There are fears that most retail stations in the country may run out of fuel supply in the days ahead as only about 60 per cent of the Depot owners have up to 50 retail stations, which is claimed to be the NNPC new criterion for being eligible to be supplied product. 

Said a source: “What we face now is an imminent collapse of the sector and a return to an era of acute fuel shortage with the attendant disruption to socio-economic life.

“With Depot owners not able to import product owing to shortage of dollar and now NNPC  which earlier claimed to have enough stock not supplying to most marketers, you can imagine what the supply situation will be in the days ahead.”

Hardest hit by this latest development are the independent oil marketers who have filling stations scattered all over the country, but rely on Depot owners for their supplies.

“If the independent marketer with two or three stations in some strategic remote areas of the country cannot get supply and the big players can also not receive supplies from NNPC and with NNPC not having enough retail outlets to meet the fuel needs of Nigerians, it is obvious that we are returning to the era of serious fuel crisis”, the source added.
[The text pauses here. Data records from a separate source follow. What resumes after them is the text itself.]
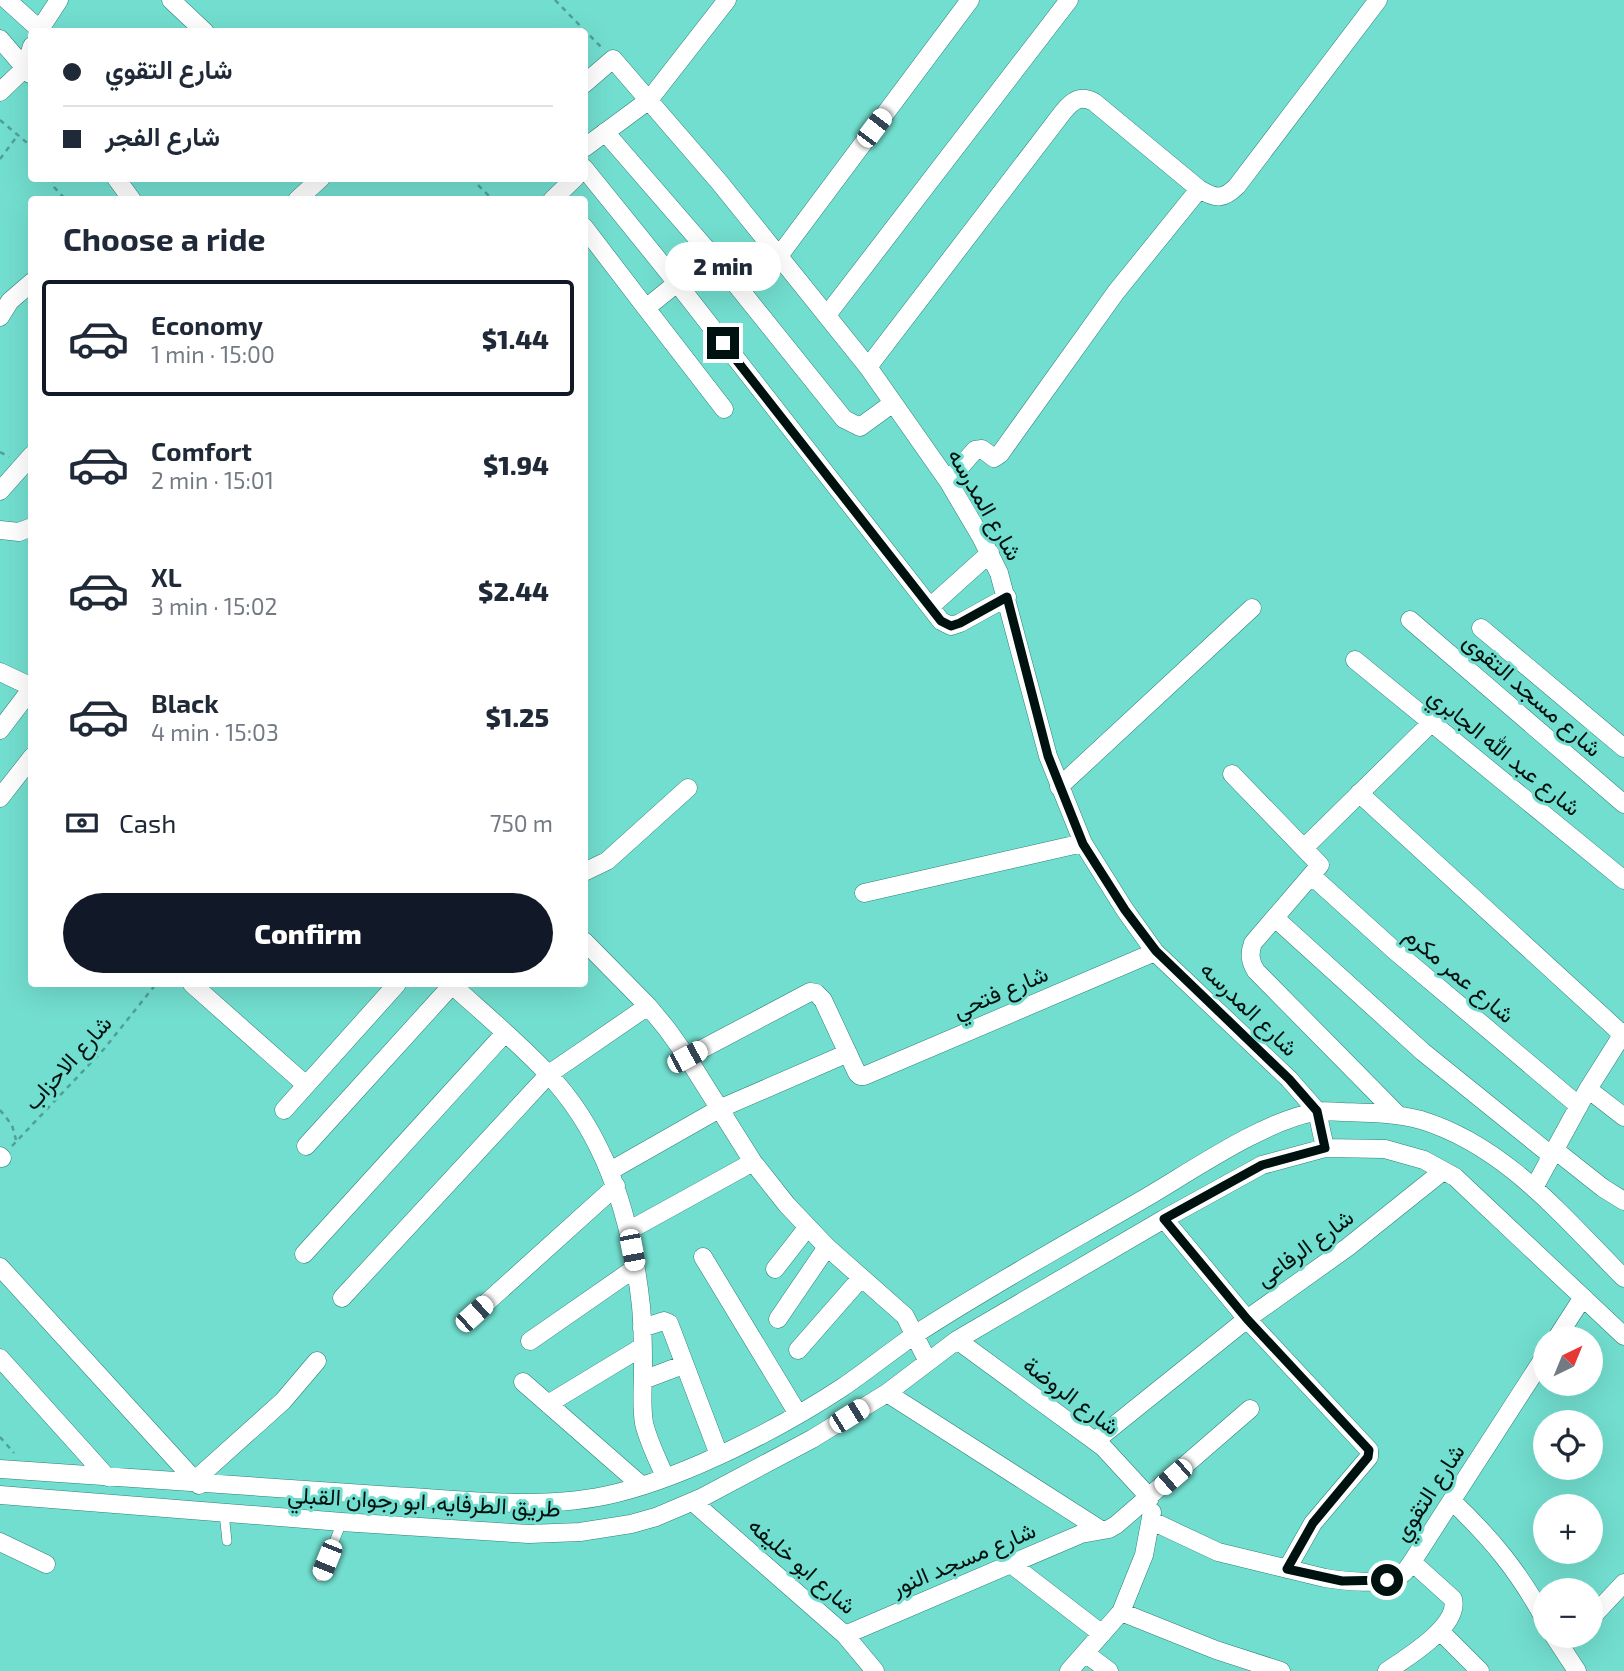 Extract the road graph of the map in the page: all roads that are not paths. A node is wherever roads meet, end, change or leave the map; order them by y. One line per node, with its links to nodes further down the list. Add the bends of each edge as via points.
1 (7, 0): 8 (street)
2 (59, 0): 9 (street)
3 (171, 0): 10 (street)
4 (727, 0): 15 (street)
5 (970, 0): 23 (street)
6 (1069, 0): 27 (street)
7 (1378, 0): 20 (street, via 1237,186 1220,198)
8 (37, 28)
9 (40, 28)
10 (201, 28)
11 (0, 40): 12 (street)
12 (28, 72): 14 (street)
13 (588, 81): 15 (street, شارع المدرسه, via 613,59)
14 (0, 92)
15 (649, 100): 16 (street); 23 (street, شارع المدرسه)
16 (605, 132): 17 (street); 30 (street, via 723,267 844,418 860,427)
17 (588, 145)
18 (588, 173): 24 (street)
19 (571, 182): 21 (street)
20 (1199, 189): 29 (street, via 1094,102 1077,99 1063,111); 33 (street, via 1116,292 1000,454 993,458 982,449 975,450)
21 (559, 196)
22 (588, 232): 26 (street)
23 (779, 257): 27 (street, شارع المدرسه)
24 (677, 283): 26 (street); 39 (street)
25 (28, 286): 28 (street)
26 (646, 308): 31 (street)
27 (827, 315): 29 (street, شارع المدرسه)
28 (0, 317)
29 (868, 366): 30 (street, شارع المدرسه)
30 (893, 404): 33 (street, شارع المدرسه)
31 (724, 409)
32 (28, 460): 34 (street)
33 (948, 481): 37 (street, شارع المدرسه)
34 (0, 491)
35 (28, 529): 36 (street)
36 (0, 530)
37 (989, 553): 38 (street, شارع المدرسه); 39 (street)
38 (1007, 597): 39 (street, via 951,626); 52 (street, شارع المدرسه)
39 (930, 607)
40 (1252, 608): 52 (street)
41 (1410, 620): 56 (street, شارع مسجد التقوى)
42 (1481, 628): 49 (street)
43 (1354, 660): 47 (street, شارع عبد الله الجابري)
44 (0, 672): 45 (street)
45 (28, 686)
46 (28, 693): 48 (street)
47 (1431, 723): 54 (street); 61 (street, شارع عبد الله الجابري)
48 (0, 730)
49 (1624, 748)
50 (28, 762): 55 (street)
51 (1232, 774): 58 (street, شارع عمر مكرم)
52 (1059, 787): 57 (street, شارع المدرسه)
53 (688, 788): 59 (street, via 607,861)
54 (1360, 793): 58 (street); 72 (street)
55 (0, 798)
56 (1624, 804)
57 (1083, 844): 62 (street); 65 (street, شارع المدرسه)
58 (1304, 848): 60 (street, شارع عمر مكرم)
59 (588, 871)
60 (1316, 871): 63 (street); 78 (street, شارع عمر مكرم, via 1394,950)
61 (1624, 880)
62 (864, 892)
63 (1275, 918): 82 (street, via 1252,943 1251,963); 86 (street, via 1423,1052)
64 (588, 945): 70 (street)
65 (1156, 951): 73 (street, شارع فتحي, via 864,1076 857,1073); 81 (street, شارع المدرسه)
66 (194, 987): 76 (street)
67 (389, 987): 76 (street)
68 (448, 987): 84 (street)
69 (454, 987): 71 (street)
70 (648, 1006): 74 (street); 75 (street)
71 (505, 1032): 75 (street); 96 (street)
72 (1622, 1036): 77 (street)
73 (848, 1052): 74 (street, via 822,1000 810,992); 79 (street)
74 (687, 1057): 79 (street)
75 (549, 1074): 89 (street, via 590,1130); 104 (street)
76 (306, 1085): 80 (street)
77 (1588, 1089): 78 (street); 83 (street)
78 (1579, 1106): 86 (street)
79 (719, 1109): 87 (street); 89 (street)
80 (284, 1110)
81 (1317, 1111): 82 (street); 85 (street, شارع المدرسه); 110 (street, طريق الطرفايه, ابو رجوان القبلي, via 1221,1153)
82 (1397, 1114): 90 (street, via 1451,1132)
83 (1624, 1117)
84 (306, 1146)
85 (1325, 1148): 88 (street, طريق الطرفايه, ابو رجوان القبلي, via 1385,1149 1424,1160); 92 (street, طريق الطرفايه, ابو رجوان القبلي, via 1262,1165)
86 (1553, 1153): 90 (street); 91 (street)
87 (753, 1162): 93 (street); 94 (street)
88 (1443, 1171): 103 (street, طريق الطرفايه, ابو رجوان القبلي, via 1455,1177); 107 (street, شارع الرفاعى)
89 (613, 1179): 94 (street); 105 (street)
90 (1535, 1186): 102 (street)
91 (1624, 1201)
92 (1164, 1219): 107 (street); 112 (street, طريق الطرفايه, ابو رجوان القبلي)
93 (807, 1228): 95 (street); 100 (street)
94 (628, 1231): 99 (street)
95 (827, 1247): 101 (street); 106 (street)
96 (304, 1254)
97 (703, 1257): 126 (street)
98 (0, 1268): 132 (street)
99 (635, 1268): 109 (street); 113 (street)
100 (775, 1269)
101 (861, 1278): 110 (street, via 898,1308); 115 (street)
102 (1624, 1278)
103 (1583, 1297): 108 (street); 111 (street, طريق الطرفايه, ابو رجوان القبلي)
104 (342, 1298)
105 (474, 1314)
106 (778, 1319)
107 (1247, 1319): 127 (street, شارع الرفاعى); 147 (street, via 1369,1450 1313,1523)
108 (1564, 1326)
109 (642, 1328): 114 (street); 119 (street, via 668,1322)
110 (916, 1334): 118 (street); 126 (street, طريق الطرفايه, ابو رجوان القبلي)
111 (1624, 1336)
112 (957, 1340): 118 (street, طريق الطرفايه, ابو رجوان القبلي); 127 (street, شارع الروضة)
113 (530, 1341)
114 (642, 1347): 121 (street); 124 (street)
115 (798, 1350)
116 (0, 1358): 130 (street)
117 (317, 1362): 132 (street)
118 (928, 1362): 123 (street, طريق الطرفايه, ابو رجوان القبلي)
119 (683, 1365): 121 (street); 128 (street)
120 (1533, 1375): 136 (street, شارع التقوي)
121 (643, 1380): 131 (street, via 645,1426)
122 (523, 1382): 124 (street)
123 (887, 1393): 137 (street, طريق الطرفايه, ابو رجوان القبلي); 141 (street, شارع مسجد النور)
124 (548, 1404): 133 (street)
125 (1250, 1409): 135 (street, شارع مسجد النور)
126 (798, 1414): 128 (street, طريق الطرفايه, ابو رجوان القبلي)
127 (1095, 1441): 135 (street, شارع الروضة)
128 (719, 1455): 131 (street, طريق الطرفايه, ابو رجوان القبلي)
129 (0, 1469): 130 (street, طريق الطرفايه, ابو رجوان القبلي)
130 (107, 1477): 132 (street, طريق الطرفايه, ابو رجوان القبلي)
131 (665, 1478): 133 (street, طريق الطرفايه, ابو رجوان القبلي)
132 (197, 1483): 133 (street, طريق الطرفايه, ابو رجوان القبلي, via 532,1502 583,1500)
133 (642, 1486)
134 (0, 1495): 138 (street, طريق الطرفايه, ابو رجوان القبلي)
135 (1152, 1496): 139 (street); 141 (street, شارع مسجد النور, via 1116,1525)
136 (1451, 1501): 144 (street, شارع التقوي); 150 (street, via 1501,1552)
137 (693, 1502): 140 (street, طريق الطرفايه, ابو رجوان القبلي, via 631,1524 567,1533); 155 (street, شارع ابو خليفه)
138 (224, 1513): 140 (street, طريق الطرفايه, ابو رجوان القبلي); 142 (lane)
139 (1152, 1521): 147 (street, شارع التقوي, via 1218,1552); 152 (street)
140 (342, 1522): 148 (lane)
141 (1101, 1530): 146 (street, شارع مسجد النور)
142 (227, 1541)
143 (0, 1542): 145 (street)
144 (1412, 1562): 147 (street, شارع التقوي, via 1401,1575 1387,1580 1342,1581); 153 (street, via 1454,1599 1454,1611)
145 (47, 1564)
146 (1011, 1564): 154 (street); 155 (street, شارع مسجد النور)
147 (1287, 1569)
148 (320, 1577)
149 (1624, 1583): 151 (street)
150 (1533, 1598)
151 (1603, 1605)
152 (1121, 1612): 154 (street); 161 (street)
153 (1440, 1630): 162 (street); 163 (street)
154 (1102, 1634): 157 (street)
155 (845, 1635): 158 (street, شارع ابو خليفه)
156 (1567, 1648): 164 (street)
157 (1085, 1653): 159 (street); 160 (street)
158 (875, 1671)
159 (1069, 1671)
160 (1109, 1671)
161 (1281, 1671)
162 (1387, 1671)
163 (1480, 1671)
164 (1577, 1671)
“If indeed there is enough stock as NNPCL claimed weeks back, and realising that the Depot owners are now handicapped and unable to import because of the challenges of forex, what then will inform its decision to be rationing fuel at this critical point in time? NNPCL needs to come clean on this serious issue,” an oil marketers executive noted. 

From all indications, the federal government will have to move fast by either fast tracking its strategies of easing the forex crunch to enable Depot owners resume fuel importation or compel NNPC to flood the market with the product, or both.

NNPC denies dispute with marketers, says subsidy ‘entirely removed’

The Nigerian National Petroleum Company (NNPC) Limited says it did not clash with any party over petrol subsidy removal.

Media reports, on Wednesday morning, had said the national oil company clashed with oil marketers over whether the federal government was paying subsidy on petrol or otherwise.

In a terse statement shared with TheCable, the oil firm denied having such a fallout with oil marketers.

“The publication sought confirmation on alleged subsidy reduction, to which NNPC responded that subsidy has been entirely removed,” Olufemi Soneye, NNPC’s chief corporate communications officer, said.

In his inauguration speech in May 2023, President Bola Tinubu had announced that “petrol subsidy is gone”.

However, the full implementation of the policy has been mired in doubts, with the World Bank arguing that the subsidy removal was partial.

But on October 9, 2023, Mele Kyari, NNPC’s group chief executive officer (GCEO), said the federal government was not making any under-recovery payments.

He had also said the national oil company was recovering its full cost from imported products.

“No subsidy whatsoever. We are recovering our full cost from the products that we import. We sell to the market,” Kyari said.

“We understand why marketers are unable to import. We hope that they begin to do so very quickly and these are some of the interventions government is making. There is no subsidy.”

On October 21, 2023, Tinubu had said the removal of subsidy on petrol was imperative to prevent Nigeria’s collapse.